Data in this exercise =
□ □ □ □ □ □ □
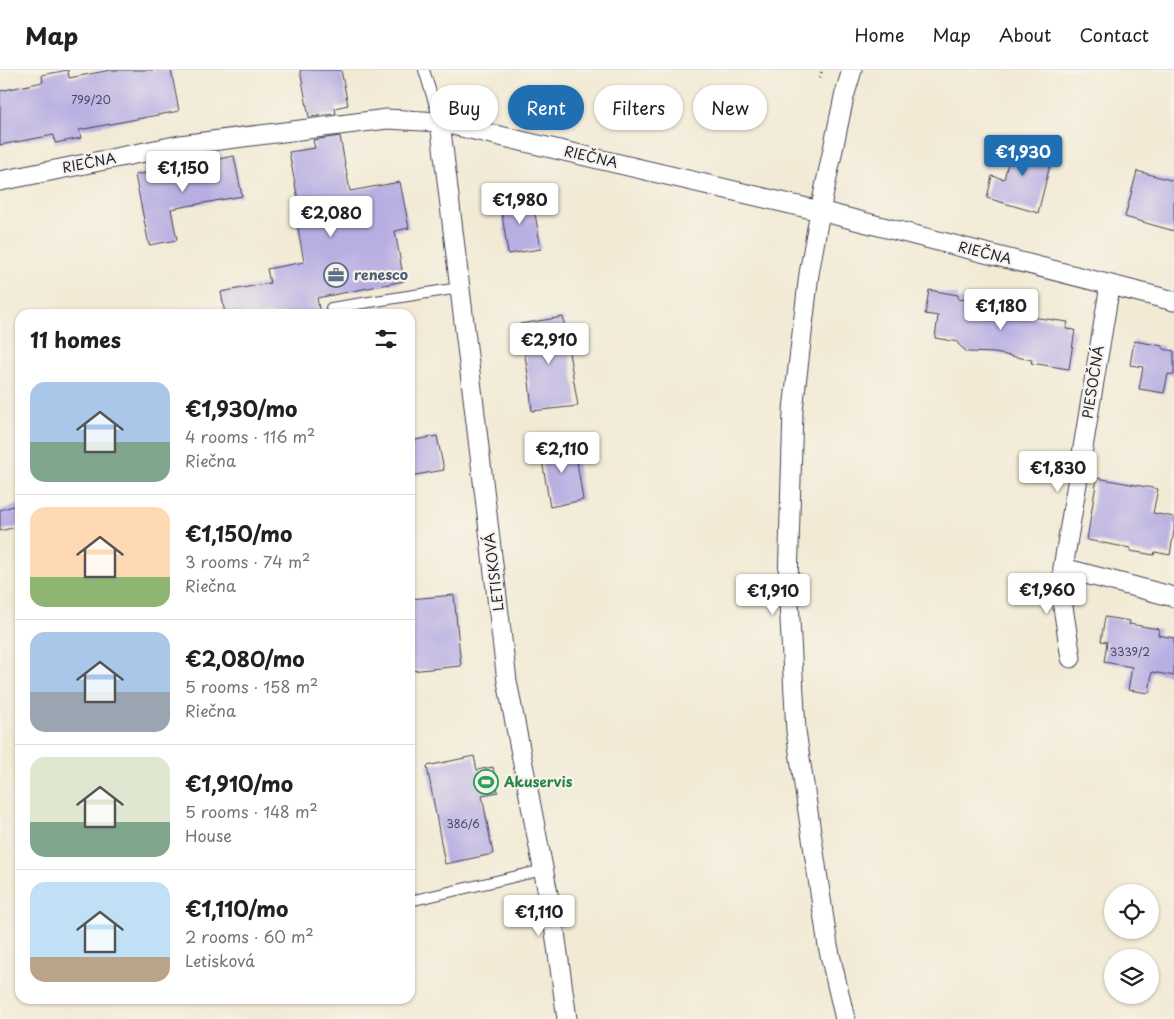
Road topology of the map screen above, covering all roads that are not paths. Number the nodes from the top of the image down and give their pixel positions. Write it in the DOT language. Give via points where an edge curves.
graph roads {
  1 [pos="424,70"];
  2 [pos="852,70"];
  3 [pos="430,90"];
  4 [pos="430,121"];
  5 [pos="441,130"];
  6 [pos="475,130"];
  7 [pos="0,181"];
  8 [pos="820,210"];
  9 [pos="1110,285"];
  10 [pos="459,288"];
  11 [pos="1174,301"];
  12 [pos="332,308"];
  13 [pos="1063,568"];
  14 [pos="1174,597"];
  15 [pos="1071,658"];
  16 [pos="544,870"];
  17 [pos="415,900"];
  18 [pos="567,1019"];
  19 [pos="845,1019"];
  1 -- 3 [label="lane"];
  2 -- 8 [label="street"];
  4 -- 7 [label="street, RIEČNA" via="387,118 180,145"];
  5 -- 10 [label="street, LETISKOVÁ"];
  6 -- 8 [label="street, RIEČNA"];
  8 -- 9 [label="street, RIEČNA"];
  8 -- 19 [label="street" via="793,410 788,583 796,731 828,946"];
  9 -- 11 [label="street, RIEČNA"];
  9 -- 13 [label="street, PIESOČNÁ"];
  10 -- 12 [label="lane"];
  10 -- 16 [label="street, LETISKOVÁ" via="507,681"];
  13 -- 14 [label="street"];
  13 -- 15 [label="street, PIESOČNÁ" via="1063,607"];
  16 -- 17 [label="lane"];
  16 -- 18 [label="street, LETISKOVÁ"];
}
□ □ □ □ □ □ □
Your instructions =
Return all of the material precisely as written. No picture belongs in it.

Output for this exercise =
Road topology of the map screen above, covering all roads that are not paths. Number the nodes from the top of the image down and give their pixel positions. Write it in the DOT language. Give via points where an edge curves.
graph roads {
  1 [pos="424,70"];
  2 [pos="852,70"];
  3 [pos="430,90"];
  4 [pos="430,121"];
  5 [pos="441,130"];
  6 [pos="475,130"];
  7 [pos="0,181"];
  8 [pos="820,210"];
  9 [pos="1110,285"];
  10 [pos="459,288"];
  11 [pos="1174,301"];
  12 [pos="332,308"];
  13 [pos="1063,568"];
  14 [pos="1174,597"];
  15 [pos="1071,658"];
  16 [pos="544,870"];
  17 [pos="415,900"];
  18 [pos="567,1019"];
  19 [pos="845,1019"];
  1 -- 3 [label="lane"];
  2 -- 8 [label="street"];
  4 -- 7 [label="street, RIEČNA" via="387,118 180,145"];
  5 -- 10 [label="street, LETISKOVÁ"];
  6 -- 8 [label="street, RIEČNA"];
  8 -- 9 [label="street, RIEČNA"];
  8 -- 19 [label="street" via="793,410 788,583 796,731 828,946"];
  9 -- 11 [label="street, RIEČNA"];
  9 -- 13 [label="street, PIESOČNÁ"];
  10 -- 12 [label="lane"];
  10 -- 16 [label="street, LETISKOVÁ" via="507,681"];
  13 -- 14 [label="street"];
  13 -- 15 [label="street, PIESOČNÁ" via="1063,607"];
  16 -- 17 [label="lane"];
  16 -- 18 [label="street, LETISKOVÁ"];
}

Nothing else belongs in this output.